We were kind of puzzled by all those "multimedia" pcs advertised in the mid 90s because we already had all that since 1985 with the amiga

Was a fun ride really
 

Krejlooc

Indie Game Dev
Verified
Oct 27, 2017
20,185
Its where my career started 8). Did the music on Fifa, Mortal Kombat 2, half the music on Colonisation and the never released Primal Rage. My early PC game projects were still written on Protracker as well.
Primal Rage was released, I have a boxed copy. There's also one on ebay right now:





 

j^aws

Member
Oct 31, 2017
483
UK

The UK computer show, Micro Live, where I first heard about the Amiga in 1985, and my jaw remained on the floor for the entire show. I was sold and wanted one immediately.

The video marvels at a wonderous contraption called a... mouse. And shows the amazing ability to move windows and access menus - this was not a GUI as we call them today, but a WIMP!

Finally, its sound hardware, being sample-based sounded so realistic compared to other FM-based synthesisers, this machine was not just for spreadsheets, but the future of computer games.
 

Krejlooc

Indie Game Dev
Verified
Oct 27, 2017
20,185
It's Primal Rage 2 that never saw release
I assume that poster is talking about the music for the Amiga ports, because I just checked with Josh Tsui and they didn't use Amigas to create the music for the Arcade version of MK2.

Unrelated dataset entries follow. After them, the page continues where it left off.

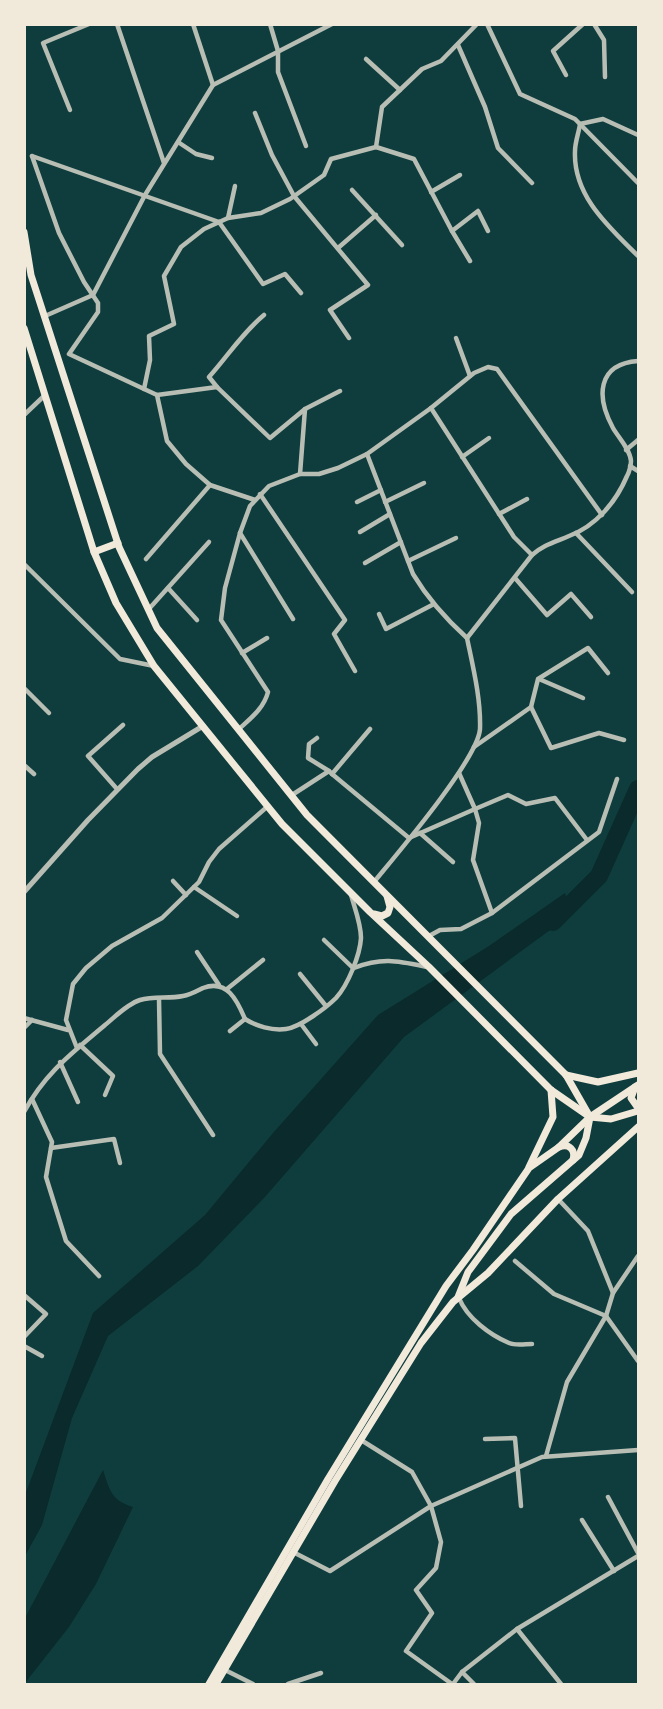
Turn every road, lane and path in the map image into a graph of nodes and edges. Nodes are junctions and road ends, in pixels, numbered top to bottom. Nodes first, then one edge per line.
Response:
1 (89, 24) edge
2 (117, 24) edge
3 (193, 24) edge
4 (270, 24) edge
5 (332, 24) edge
6 (477, 24) edge
7 (487, 24) edge
8 (583, 24) edge
9 (594, 24) edge
10 (458, 45) junction
11 (278, 51) junction
12 (366, 59) dead end
13 (566, 75) dead end
14 (605, 77) dead end
15 (213, 85) junction
16 (400, 90) junction
17 (70, 110) dead end
18 (255, 113) dead end
19 (580, 124) junction
20 (639, 135) edge
21 (178, 142) junction
22 (306, 146) dead end
23 (376, 147) junction
24 (212, 158) dead end
25 (164, 164) junction
26 (460, 175) dead end
27 (532, 183) dead end
28 (639, 183) edge
29 (235, 186) dead end
30 (352, 190) dead end
31 (431, 191) junction
32 (145, 195) junction
33 (294, 196) junction
34 (376, 215) junction
35 (228, 218) junction
36 (219, 222) junction
37 (452, 231) junction
38 (488, 231) dead end
39 (24, 232) edge
40 (402, 245) dead end
41 (338, 248) junction
42 (639, 256) edge
43 (470, 261) dead end
44 (301, 293) dead end
45 (93, 295) junction
46 (264, 315) dead end
47 (44, 317) junction
48 (24, 328) edge
49 (349, 338) dead end
50 (456, 338) dead end
51 (639, 361) edge
52 (470, 376) junction
53 (217, 387) junction
54 (144, 389) junction
55 (340, 391) dead end
56 (45, 395) junction
57 (157, 395) junction
58 (431, 408) junction
59 (304, 410) junction
60 (24, 415) edge
61 (489, 438) dead end
62 (639, 440) edge
63 (626, 450) junction
64 (367, 454) junction
65 (462, 457) junction
66 (630, 466) junction
67 (639, 471) edge
68 (300, 474) junction
69 (424, 483) dead end
70 (210, 485) junction
71 (381, 491) junction
72 (260, 494) junction
73 (527, 499) dead end
74 (256, 500) junction
75 (358, 502) dead end
76 (385, 502) junction
77 (390, 514) junction
78 (499, 514) junction
79 (602, 515) junction
80 (360, 532) dead end
81 (240, 533) junction
82 (576, 533) junction
83 (456, 538) dead end
84 (209, 542) dead end
85 (401, 542) junction
86 (118, 544) junction
87 (94, 552) junction
88 (532, 555) junction
89 (146, 559) dead end
90 (408, 561) junction
91 (365, 563) dead end
92 (24, 564) edge
93 (515, 579) junction
94 (168, 588) junction
95 (632, 592) dead end
96 (434, 604) junction
97 (148, 611) junction
98 (379, 614) dead end
99 (591, 617) dead end
100 (293, 619) dead end
101 (197, 620) dead end
102 (267, 638) dead end
103 (467, 638) junction
104 (243, 653) junction
105 (154, 666) junction
106 (355, 671) dead end
107 (608, 673) dead end
108 (538, 679) junction
109 (24, 688) edge
110 (583, 698) dead end
111 (531, 707) junction
112 (48, 713) dead end
113 (123, 725) dead end
114 (203, 726) junction
115 (239, 729) junction
116 (370, 729) dead end
117 (317, 738) dead end
118 (624, 740) dead end
119 (474, 748) junction
120 (24, 765) edge
121 (331, 772) junction
122 (459, 773) junction
123 (34, 774) dead end
124 (617, 779) dead end
125 (117, 789) junction
126 (292, 795) junction
127 (268, 806) junction
128 (475, 809) junction
129 (420, 833) junction
130 (409, 838) junction
131 (587, 840) junction
132 (453, 862) dead end
133 (173, 881) dead end
134 (374, 883) junction
135 (194, 887) junction
136 (24, 892) edge
137 (350, 893) junction
138 (387, 894) junction
139 (186, 895) junction
140 (370, 912) junction
141 (492, 913) junction
142 (237, 916) dead end
143 (429, 936) junction
144 (324, 940) dead end
145 (197, 952) dead end
146 (262, 960) dead end
147 (429, 967) junction
148 (353, 968) junction
149 (300, 974) dead end
150 (219, 985) junction
151 (227, 989) junction
152 (159, 999) junction
153 (326, 1006) junction
154 (24, 1018) edge
155 (245, 1018) junction
156 (32, 1020) junction
157 (301, 1024) junction
158 (24, 1028) edge
159 (69, 1030) junction
160 (230, 1031) dead end
161 (316, 1044) dead end
162 (79, 1046) junction
163 (60, 1062) junction
164 (639, 1073) edge
165 (566, 1075) junction
166 (637, 1086) edge
167 (551, 1090) junction
168 (105, 1095) dead end
169 (32, 1098) junction
170 (78, 1102) dead end
171 (639, 1110) edge
172 (24, 1112) edge
173 (590, 1117) junction
174 (639, 1127) edge
175 (213, 1135) dead end
176 (559, 1147) junction
177 (51, 1148) junction
178 (573, 1160) junction
179 (120, 1163) dead end
180 (529, 1168) junction
181 (558, 1199) junction
182 (639, 1256) edge
183 (515, 1261) dead end
184 (99, 1276) dead end
185 (613, 1293) junction
186 (24, 1296) edge
187 (458, 1297) junction
188 (606, 1316) junction
189 (24, 1337) edge
190 (532, 1344) dead end
191 (24, 1346) edge
192 (639, 1348) edge
193 (632, 1351) junction
194 (42, 1356) dead end
195 (639, 1361) edge
196 (485, 1439) dead end
197 (361, 1440) junction
198 (639, 1450) edge
199 (546, 1456) junction
200 (517, 1467) junction
201 (608, 1497) dead end
202 (431, 1506) junction
203 (521, 1506) dead end
204 (582, 1520) dead end
205 (293, 1552) junction
206 (639, 1555) edge
207 (614, 1571) junction
208 (517, 1629) junction
209 (225, 1669) junction
210 (463, 1672) junction
211 (321, 1673) dead end
212 (291, 1684) edge
213 (209, 1685) edge
214 (216, 1685) edge
215 (253, 1685) edge
216 (452, 1685) edge
217 (474, 1685) edge
218 (561, 1685) edge

1 - 17 street
2 - 25 street
3 - 15 street
4 - 11 street
5 - 11 street
6 - 10 street
7 - 19 street
8 - 13 street
9 - 14 street
10 - 16 street
10 - 27 street
11 - 15 street
11 - 22 street
12 - 16 street
15 - 21 street
16 - 23 street
18 - 33 street
19 - 20 street
19 - 28 street
19 - 42 street
21 - 24 street
21 - 25 street
23 - 31 street
23 - 33 street
25 - 32 street
26 - 31 street
29 - 35 street
30 - 34 street
31 - 37 street
32 - 36 street
32 - 45 street
32 - 45 street
33 - 35 street
33 - 41 street
34 - 40 street
34 - 41 street
35 - 36 street
36 - 44 street
36 - 54 street
37 - 38 street
37 - 43 street
39 - 47 main road
41 - 49 street
45 - 47 street
45 - 54 street
46 - 53 street
47 - 86 main road
48 - 56 main road
50 - 52 street
51 - 63 street
52 - 58 street
52 - 79 street
53 - 57 street
53 - 59 street
54 - 57 street
55 - 59 street
56 - 60 street
56 - 87 main road
57 - 70 street
58 - 64 street
58 - 65 street
59 - 68 street
61 - 65 street
62 - 63 street
63 - 66 street
64 - 68 street
64 - 71 street
65 - 78 street
66 - 67 street
66 - 79 street
68 - 72 street
69 - 76 street
70 - 74 street
70 - 89 street
71 - 75 street
71 - 76 street
72 - 74 street
72 - 106 street
73 - 78 street
74 - 81 street
76 - 77 street
77 - 80 street
77 - 85 street
78 - 88 street
79 - 82 street
81 - 100 street
81 - 104 street
82 - 88 street
82 - 95 street
83 - 90 street
84 - 94 street
85 - 90 street
85 - 91 street
86 - 87 main road
86 - 97 main road
87 - 105 main road
88 - 93 street
90 - 96 street
92 - 105 street
93 - 99 street
93 - 103 street
94 - 97 street
94 - 101 street
96 - 98 street
96 - 103 street
97 - 115 main road
102 - 104 street
103 - 119 street
104 - 115 street
105 - 114 main road
107 - 108 street
108 - 110 street
108 - 111 street
109 - 112 street
111 - 118 street
111 - 119 street
113 - 125 street
114 - 125 street
114 - 127 main road
115 - 126 main road
116 - 121 street
117 - 121 street
119 - 122 street
120 - 123 street
121 - 126 street
121 - 130 street
122 - 128 street
122 - 130 street
124 - 131 street
125 - 136 street
126 - 134 main road
127 - 135 street
127 - 137 main road
128 - 129 street
128 - 131 street
128 - 141 street
129 - 130 street
129 - 132 street
130 - 134 street
131 - 141 street
133 - 139 street
134 - 138 main road
135 - 139 street
135 - 142 street
137 - 140 main road
137 - 148 street
138 - 140 main road
138 - 143 main road
139 - 159 street
140 - 147 main road
141 - 143 street
143 - 165 main road
144 - 148 street
145 - 150 street
146 - 151 street
147 - 148 street
147 - 167 main road
148 - 153 street
149 - 153 street
150 - 151 street
150 - 152 street
151 - 155 street
152 - 162 street
152 - 175 street
153 - 157 street
154 - 156 street
155 - 157 street
155 - 160 street
156 - 158 street
156 - 159 street
157 - 161 street
159 - 162 street
162 - 163 street
162 - 168 street
163 - 169 street
163 - 170 street
164 - 165 main road
165 - 173 main road
166 - 171 main road
166 - 173 main road
167 - 173 main road
167 - 180 main road
169 - 172 street
169 - 177 street
171 - 173 main road
173 - 176 main road
173 - 178 main road
174 - 181 main road
176 - 178 main road
176 - 180 main road
177 - 179 street
177 - 184 street
178 - 187 main road
180 - 213 main road
181 - 185 street
181 - 187 main road
182 - 185 street
183 - 188 street
185 - 188 street
186 - 189 street
187 - 190 street
187 - 197 main road
188 - 193 street
188 - 199 street
191 - 194 street
192 - 193 street
193 - 195 street
196 - 200 street
197 - 202 street
197 - 205 main road
198 - 199 street
199 - 200 street
200 - 202 street
200 - 203 street
201 - 206 street
202 - 205 street
202 - 216 street
204 - 207 street
205 - 209 main road
206 - 207 street
207 - 208 street
208 - 210 street
208 - 218 street
209 - 214 main road
209 - 215 street
210 - 216 street
210 - 217 street
211 - 212 street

Primal Rage for the Amiga appears to have only released in Germany, perhaps the user was unaware of such a release?
 

Fularu

Member
Oct 25, 2017
6,049
I assume that poster is talking about the music for the Amiga ports, because I just checked with Josh Tsui and they didn't use Amigas to create the music for the Arcade version of MK2.

Primal Rage for the Amiga appears to have only released in Germany, perhaps the user was unaware of such a release?
No we sold Primal Rage at the computer shop I worked at in the 90s in Paris. I was the Amiga expert/seller/technician
 

Fularu

Member
Oct 25, 2017
6,049
And where did you source it from? What publishing house?
Through various distributors. I was good friends with the Ocean France sales rep and he hooked us up with lots of Amiga software that was getting harder and harder to secure.

I know it wasn't through our german supplier because I was the one responsible for ordering our Phase cards and various amiga cds (which all came from Germany)

If you look at the Primal Rage box, it has french packaging and instructions (I also had the game)
 

Krejlooc

Indie Game Dev
Verified
Oct 27, 2017
20,185
Well then now I'm really curious as to the user's comments. Was he just outright mistaken?
 

Fularu

Member
Oct 25, 2017
6,049
I mean most Amiga games coming out at the time weren't "officially" released anywhere. You had to either go through a distributor or straight from the publisher.

We were getting all the Team 17 games through Ocean even though the games weren't officially available (because most specialist stores had phased out their Amiga sections by the end of 1994). It got prety dire once Commodore folded and then Escom went belly up soon after
 

Krejlooc

Indie Game Dev
Verified
Oct 27, 2017
20,185
I mean most Amiga games coming out at the time weren't "officially" released anywhere. You had to either go through a distributor or straight from the publisher.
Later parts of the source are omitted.